Mein Abstieg - wie Alkohol und Drogen mein Leben verändert haben. Ich sehne mich so sehr nach einem normalen Leben. Was kann ich tun?
Hi, dies ist mein erster Drogen-/Suchtbericht aber es wird langsam Zeit meine Erfahrung zu teilen.
Da ich schon immer, trotz intensivem und jahrelangen Drogenkonsum, gegen diese positiven Drogenberichte war, will ich im vorraus klar stellen, dass dies nur meine Geschichte ist und sich niemand ermutigt fühlen soll, durch meine Geschichte irgendetwas positives an Drogen abzugewinnen. An gar keiner!
Zu meiner Person: Ich bin 31 Jahre alt, habe ADHS und bin in einem finanziell, relativ gut aufgestellten Haushalt aufgewachsen.
Meine Suchtkarriere begann mit Ende 15. Mit Zigaretten, Cannabis und Alkohol veschaffte ich mir den Einstieg in diese verführerische Welt, die ich aufgrund strenger Eltern noch interessanter und anziehender empfand als die Meisten in dem Alter..
Ich legte einem Traumstart in Richtung Abhängigkeit hin. Rauchte und kiffte von Tag eins an, fast jeden Tag und war innerhalb kürzester Zeit bereits abhängig. Als ADHS-Kind war ich an Stress zu Hause und mit meinen Mitmenschen gewohnt, weshalb mir die substanzinduzierte Flucht aus meinem Alltag, Erleichterung verschaffte.
Diese trügerische Freiheit entpuppte sich mit den Jahren aber zu einem regelrechten Fluch.
Mein Drogenkonsum blieb zu Hause nicht unentdeckt und sorgte für noch mehr Unruhe in mir, die ich mit neuen Drogen, in immer höheren Dosen versuchte abzustellen .
Kaum volljährig war ich dem Kokain und dem Alkohol bereits verfallen, so dass ich beschämender Weise anfing meine Eltern zu beklauen und Gold zu verkaufen, um mir einen möglichst geilen Trip zu finanzieren. In dieser Zeit nahm meine kriminelle Laufbahn auch an Fahrt auf. Die beschränkte sich fast ausschließlich auf betrunkene Körperverletzungen und Eigenbedarfsdelikte.
Durch meinen Konsum und ständiges Fehlen in der Schule, musste ich die Schule nach der elften Klasse verlassen. Ich fing eine Ausbildung an, die ich auch ordentlich verhaute.
In dieser Zeit begann meine Technozeit und ich lernte meine Exfreundin kennen, mit der ich auch einen Sohn habe.
Wir konsumierten beide, denn so lernten wir uns kennen. Mit dem kleinen Unterschied dass sie nie süchtig war, im Gegensatz zu mir und ihr Leben einen positiven Verlauf nahm. Wir konsumierten dennoch, was nur zu handgreiflichen Auseinandersetzung führte. In welchem Ausmaß, wage ich hier gar nicht zu erläutern. Ich schlage keine Frauen, muss ich an der Stelle mitteilen aber dies zu erklären, sprengt den Rahmen.

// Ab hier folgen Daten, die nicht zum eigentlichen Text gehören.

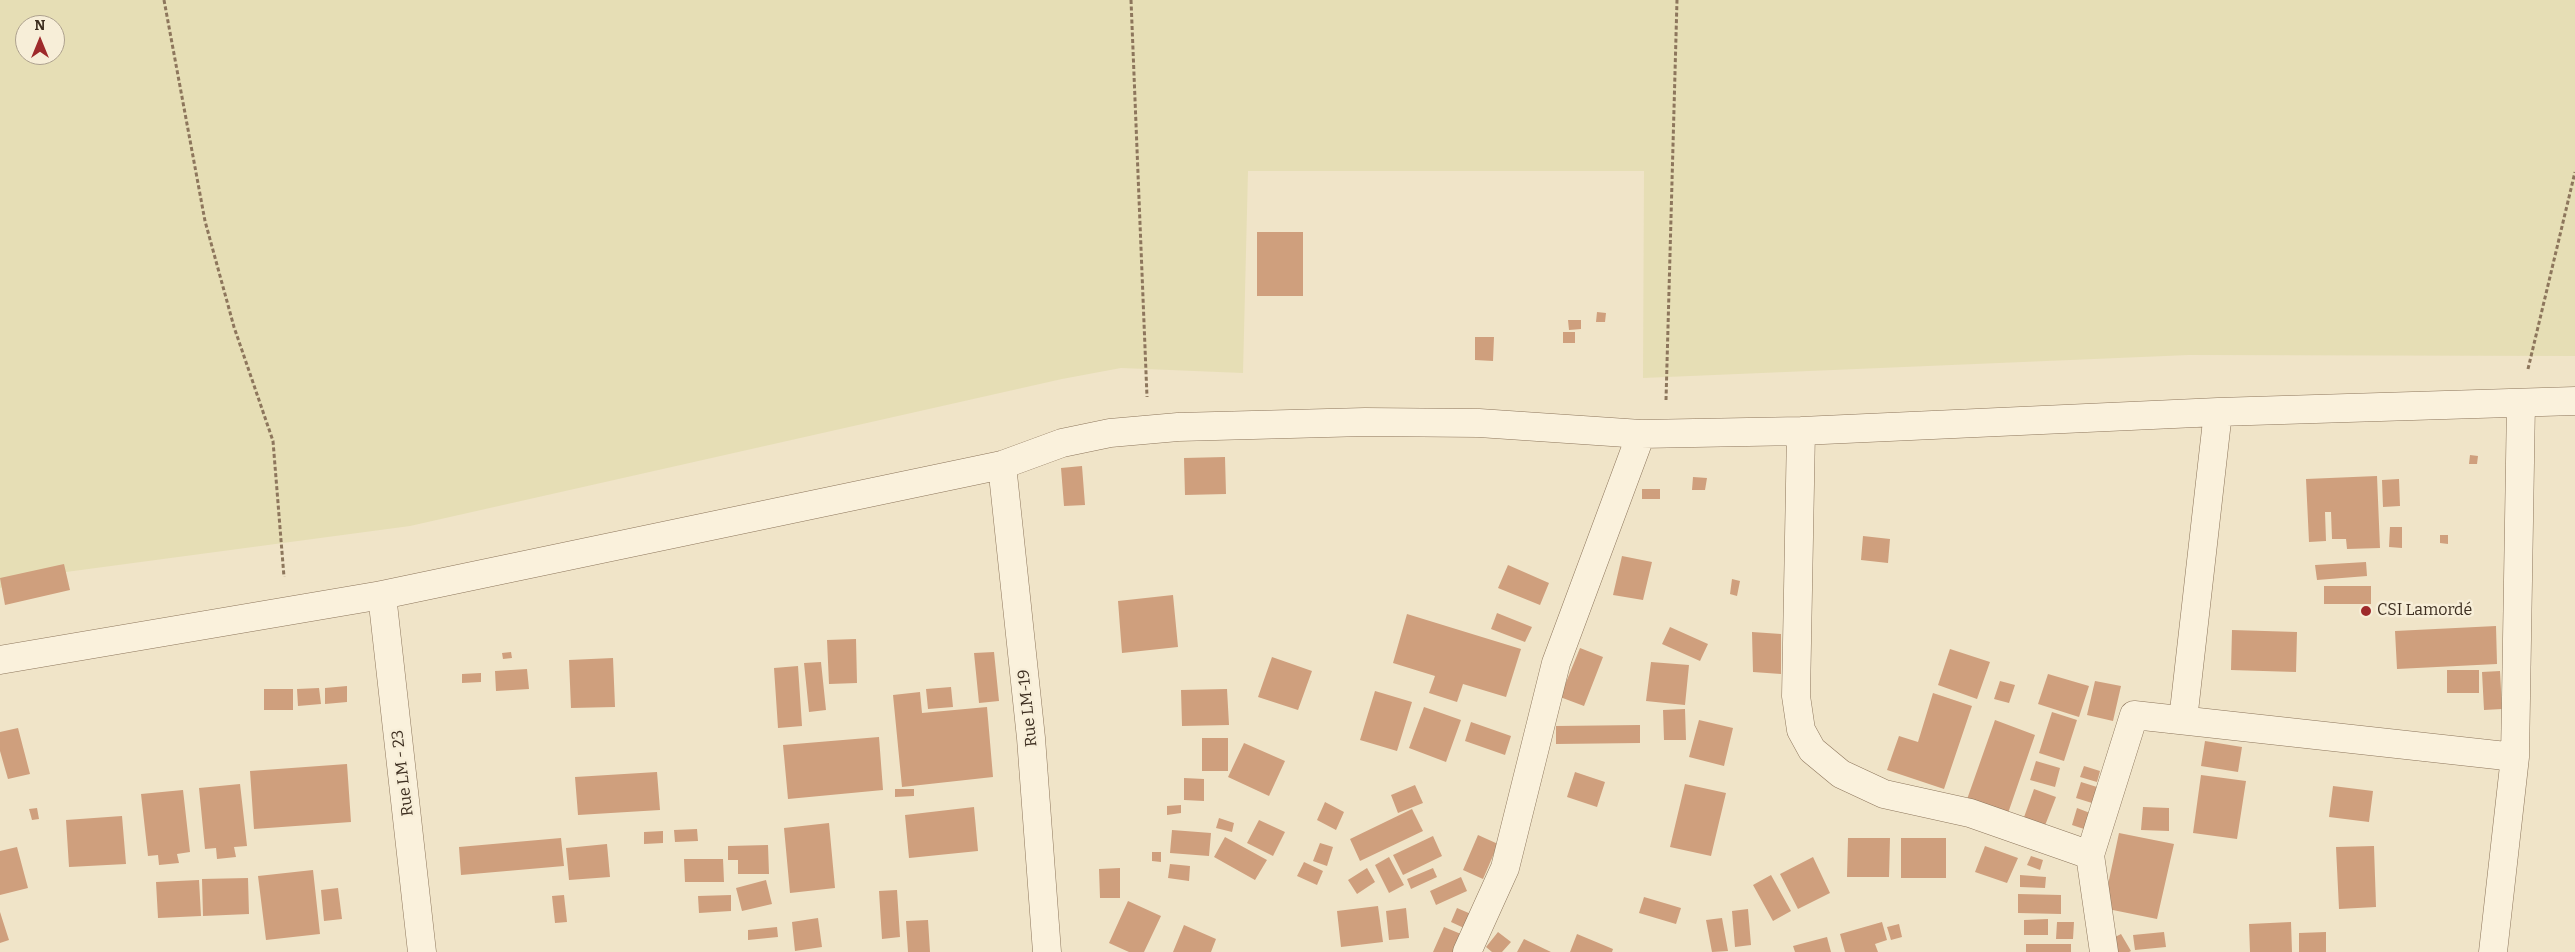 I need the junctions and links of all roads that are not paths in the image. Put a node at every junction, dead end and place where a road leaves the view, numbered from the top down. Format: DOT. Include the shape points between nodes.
graph roads {
  1 [pos="2575,401"];
  2 [pos="2520,403"];
  3 [pos="2218,412"];
  4 [pos="1800,431"];
  5 [pos="1653,434"];
  6 [pos="1002,465"];
  7 [pos="382,595"];
  8 [pos="0,660"];
  9 [pos="2183,720"];
  10 [pos="2515,757"];
  11 [pos="2090,855"];
  12 [pos="422,952"];
  13 [pos="1048,952"];
  14 [pos="1467,952"];
  15 [pos="2104,952"];
  16 [pos="2494,952"];
  1 -- 2 [label="street"];
  2 -- 3 [label="street"];
  2 -- 10 [label="street"];
  3 -- 4 [label="street"];
  3 -- 9 [label="street"];
  4 -- 5 [label="street"];
  4 -- 11 [label="street" via="1796,696 1801,730 1812,750 1841,774 1884,794 1977,816"];
  5 -- 6 [label="street" via="1479,424 1280,423 1085,436"];
  5 -- 14 [label="street" via="1556,663 1505,868"];
  6 -- 7 [label="street"];
  6 -- 13 [label="street, Rue LM-19" via="1031,738"];
  7 -- 8 [label="street"];
  7 -- 12 [label="street, Rue LM - 23"];
  9 -- 10 [label="street"];
  9 -- 11 [label="street" via="2134,715"];
  10 -- 16 [label="street"];
  11 -- 15 [label="street"];
}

In der Frankfurter Feierszene gab es dann für mich kein Halten mehr. Ich nahm alles, Kreuz und quer. 7 Substanzen in einer Nacht zu konsumieren war keine Besonderheit. Erstaunlicherweise schaffte ich in dieser Zeit meine zweite Ausbildung mit Bravour und verkürzte sie sogar. Sie machte diesmal allerdings auch Spaß..
Immer wieder erinnerte mich meine Freundin, Familie und das Gesetz daran, dass ich etwas an meinem Leben ändern muss.
Mit 25 hatte ich dann alle erdenklichen Drogen bis auf Opiate durch und traute mich an LSD. Acid ist für mich die einzige Droge die mich positiv verändert hat. Ich wurde reflektierter und ein besserer Mensch. An meiner Sucht allerdings änderte sich nichts, denn mein größter Feind der Alkohol war einfach zu mächtig und ich sah es auch gar nicht ein, mit Mitte zwanzig auf ihn zu verzichten. Weshalb auch? Jeder trinkt doch!!
Meine Mutter finanzierte mir einen eigenen Laden, doch die Einnahmen landeten stets in meiner Nase, Leber oder in meiner Lunge, also verkaufte sie ihn wieder.
Nun hatte auch meine Ex die Faxxen dicke und trennte sich nach gefühlten 100 Anläufen entgültig von mir und ich verlor somit, nach acht Jahren Beziehung, sie und die Möglichkeit meinen Sohn in meinem Haushalt aufwachsen zu sehen. Zusätzlich auch meinen Führerschein. Ich bekam dafür aber eine ordentliche Angststörung und Depression, welche es mir unmöglich machte weiter in meinem Beruf zu arbeiten. Dies ist nun über drei Jahre her. Trotz etlicher Therapien und Anläufe schaffe ich es erst jetzt, nach dem ich alles hätte haben können und alles verloren habe, mich vom Alkohol zu verabschieden.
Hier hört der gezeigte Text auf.